Minha história de amor na verdade é bem doida, ela é a primeira garota por quem me apaixonei, no Brasil. Eu tinha 14 anos de idade, o nome dela é Renata. Eu tinha 14, ela tinha 19, ela estava na casa da avó dela, quando a minha avó estava visitando a avó dela, e foi amor à primeira vista para mim. Escrevi uma música sobre chamada Sing You to Me. Ela entra, e o tempo para pra mim. Fico tipo, essa é a mulher mais linda que já vi.
Ela tendo 19 e eu 14, claro, para ela não era o ideal, mas eu liguei para ela, pedi o telefone dela para minha avó. Eu disse, “oi Renata, como vai? Aqui é o Sami, acho que te amo”. Foi o que disse, ele foi muito doce comigo, mas não disse “volte daqui 10 anos”.
Mas sabe como a vida é um labirinto, né? Dezoito anos depois nos encontramos no Brasil e nos casamos, foi amor à segunda vista para ela. Histórias de amor são as melhores, por isso gosto de escrever músicas de amor, tenho muito amor.
Aliás, não vi nenhuma menção sobre um futuro álbum. Você pretende explorar os singles? A ideia é se manter neles ao invés de um disco cheio?
No começo da minha carreira, comecei com a minha banda Blue Helix, eu sempre fazia discos. Mas o que descobri é que depois da mudança na indústria, a não ser que você seja o Foo Fighters, o Smashing Pumpkins, o Depeche Mode, quando você lança um disco, as músicas não chegam aos ouvintes. Tudo se trata da plataforma.

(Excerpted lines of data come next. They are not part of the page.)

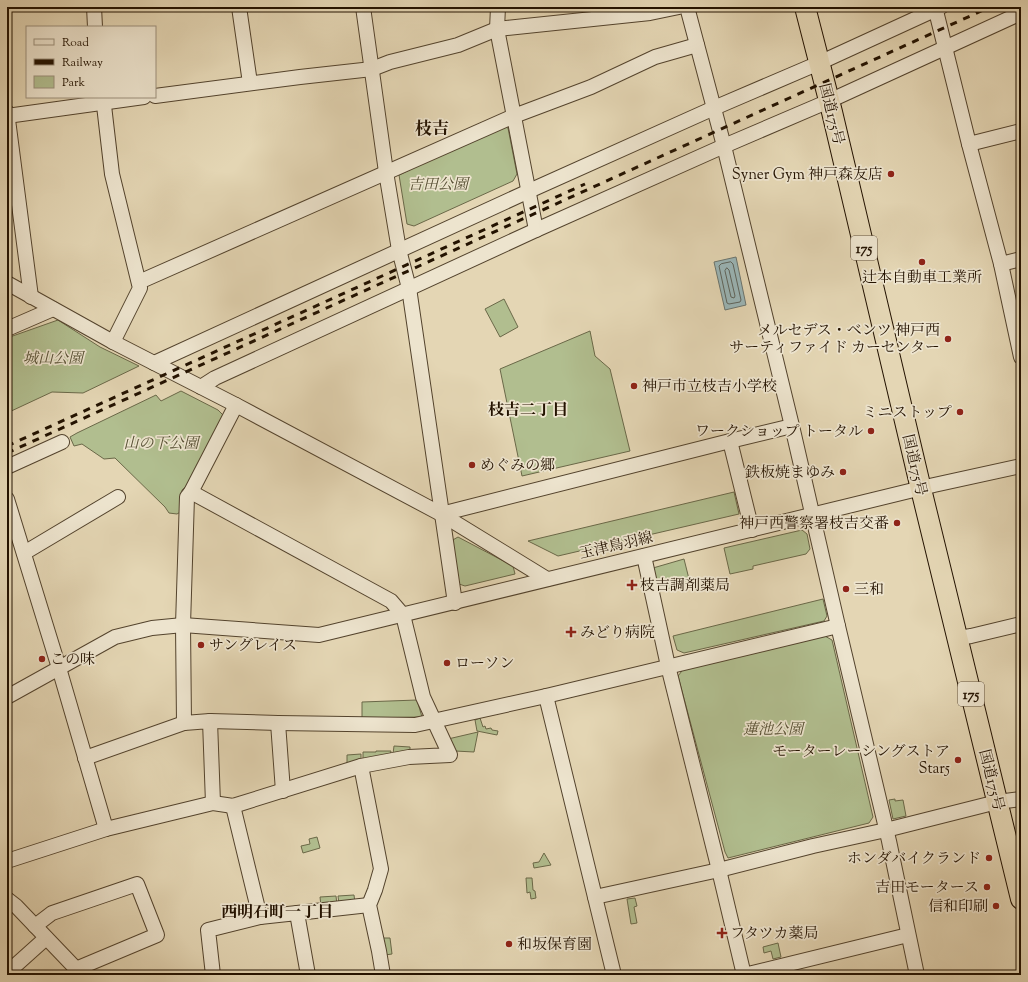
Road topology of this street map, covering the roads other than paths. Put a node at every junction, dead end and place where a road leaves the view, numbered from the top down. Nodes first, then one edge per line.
1 (94, 7) edge
2 (239, 7) edge
3 (363, 7) edge
4 (498, 7) edge
5 (679, 7) edge
6 (687, 7) edge
7 (805, 7) edge
8 (820, 7) edge
9 (938, 8) edge
10 (1021, 13) edge
11 (95, 26) edge
12 (497, 29) junction
13 (697, 44) junction
14 (945, 48) junction
15 (826, 60) junction
16 (372, 69) junction
17 (250, 83) junction
18 (156, 96) edge
19 (131, 98) edge
20 (835, 98) junction
21 (104, 100) edge
22 (714, 108) junction
23 (7, 114) edge
24 (514, 116) junction
25 (1021, 131) edge
26 (969, 144) junction
27 (724, 146) junction
28 (386, 172) junction
29 (528, 191) junction
30 (536, 230) junction
31 (399, 250) junction
32 (1021, 259) edge
33 (1001, 264) junction
34 (139, 282) junction
35 (7, 283) edge
36 (409, 288) junction
37 (31, 296) junction
38 (53, 309) junction
39 (7, 329) edge
40 (114, 342) junction
41 (1021, 357) edge
42 (154, 363) junction
43 (201, 387) junction
44 (236, 405) junction
45 (792, 426) junction
46 (730, 440) junction
47 (62, 442) dead end
48 (1021, 466) edge
49 (7, 467) edge
50 (928, 487) junction
51 (191, 492) junction
52 (118, 497) dead end
53 (7, 499) edge
54 (441, 514) junction
55 (812, 516) junction
56 (752, 530) junction
57 (24, 554) junction
58 (644, 556) junction
59 (547, 579) junction
60 (455, 602) junction
61 (403, 615) junction
62 (183, 624) junction
63 (1021, 624) edge
64 (838, 626) junction
65 (964, 637) junction
66 (668, 666) junction
67 (59, 668) junction
68 (8, 692) edge
69 (546, 696) junction
70 (210, 721) junction
71 (434, 722) junction
72 (184, 723) junction
73 (278, 723) junction
74 (85, 758) junction
75 (361, 766) junction
76 (283, 791) junction
77 (1010, 801) edge
78 (213, 803) junction
79 (234, 806) junction
80 (106, 829) junction
81 (886, 830) junction
82 (1021, 841) edge
83 (7, 861) edge
84 (719, 870) junction
85 (595, 897) junction
86 (7, 899) edge
87 (1021, 899) edge
88 (369, 905) junction
89 (298, 913) junction
90 (260, 917) junction
91 (35, 926) junction
92 (908, 935) junction
93 (46, 938) junction
94 (79, 972) edge
95 (7, 973) edge
96 (213, 975) edge
97 (308, 975) edge
98 (383, 975) edge
99 (614, 975) edge
100 (744, 975) edge
101 (917, 975) edge

1 - 11 street
2 - 17 street
3 - 16 street
4 - 12 street
5 - 12 street
6 - 13 street
7 - 15 highway, 国道175号 / 175
8 - 15 highway, 国道175号 / 175
9 - 14 street
9 - 15 street
10 - 14 street
12 - 16 street
12 - 24 street
13 - 22 street
13 - 24 street
14 - 20 street
14 - 26 street
15 - 20 highway, 国道175号 / 175
15 - 22 street
16 - 17 street
16 - 28 street
17 - 18 street
19 - 21 street
20 - 27 street
20 - 50 highway, 国道175号 / 175
21 - 23 street
21 - 34 street
22 - 27 street
22 - 29 street
23 - 37 street
24 - 28 street
24 - 29 street
25 - 26 street
26 - 33 street
27 - 30 street
27 - 45 street
28 - 31 street
28 - 34 street
29 - 30 street
29 - 31 street
30 - 36 street
31 - 36 street
31 - 42 street
32 - 33 street
33 - 41 street
34 - 40 street
35 - 37 street
36 - 43 street
36 - 54 street
37 - 38 street
38 - 39 street
38 - 40 street
40 - 42 street
42 - 43 street
43 - 44 street
44 - 51 street
44 - 54 street
45 - 46 street
45 - 55 street
46 - 54 street
46 - 56 street
47 - 49 street
48 - 50 street, 玉津鳥羽線
50 - 55 street, 玉津鳥羽線
50 - 65 highway, 国道175号 / 175
51 - 61 street
51 - 62 street
52 - 57 street
53 - 57 street
54 - 59 street
54 - 60 street
55 - 56 street, 玉津鳥羽線
55 - 64 street
56 - 58 street, 玉津鳥羽線
57 - 67 street
58 - 59 street, 玉津鳥羽線
58 - 66 street
59 - 60 street, 玉津鳥羽線
60 - 61 street, 玉津鳥羽線
61 - 62 street, 玉津鳥羽線
61 - 71 street
62 - 67 street, 玉津鳥羽線
62 - 72 street
63 - 65 street
64 - 66 street
64 - 81 street
65 - 77 highway, 国道175号 / 175
66 - 69 street
66 - 84 street
67 - 68 street, 玉津鳥羽線
67 - 74 street
69 - 71 street
69 - 85 street
70 - 72 street
70 - 73 street
70 - 78 street
71 - 73 street
71 - 75 street
72 - 74 street
73 - 76 street
74 - 80 street
75 - 76 street
75 - 88 street
76 - 79 street
77 - 81 street
77 - 82 highway, 国道175号 / 175
77 - 87 highway, 国道175号 / 175
78 - 79 street
78 - 80 street
79 - 90 street
80 - 83 street
81 - 84 street
81 - 92 street
84 - 85 street
84 - 100 street
85 - 99 street
86 - 91 street
88 - 89 street
88 - 98 street
89 - 90 street
89 - 97 street
90 - 96 street
91 - 93 street
91 - 94 street
92 - 100 street
92 - 101 street
93 - 94 street
93 - 95 street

Descobri que quando lançava um clipe de uma música, e depois lançava outro clipe desse mesmo álbum, as pessoas perguntavam onde poderiam encontrar a música, e isso aconteceu muitas vezes. Lançando álbuns, as músicas se perdem e foi quando decidi não lançar um álbum completo.
No meu projeto solo, em 2020, o Extraordinary World, com composições que fiz viajando por vários países, inclusive o Brasil, fizemos muitos vídeos, visitei a Índia, Paris, Brasil, Armênia, todo lugar, e fiz um álbum com cinco clipes.
Decidi que teria mais impacto, e mais recompensador para novos fãs, se eu lançasse apenas singles. Então só lanço uma música se ela for muito boa, e merecer um clipe. Depois, lanço outro single com um vídeo. Meu catálogo no Spotify tem um álbum e vários singles, pois lanço um a cada dois meses. Se você divide, são pelo menos seis músicas novas por ano.
Nos anos 1980 e 1990, Seattle vivia um cenário musical muito forte. Como é hoje? O que mudou? O rock ainda é forte na cidade?
Rock se foi. Não há mais rock aqui, mal tem shows, há poucos lugares para bandas de rock tocarem. Acabamos de assistir o Placebo, eles tinham a opção de três a quatro espaços para tocar, mas nenhum dos locais de rock tinha estrutura para uma banda como essa. Para as bandas que são daqui, tirando os pubs, não há uma cena de rock aqui, vamos dizer assim, a cena mais forte aqui é de hip-hop, cena de rap muito forte.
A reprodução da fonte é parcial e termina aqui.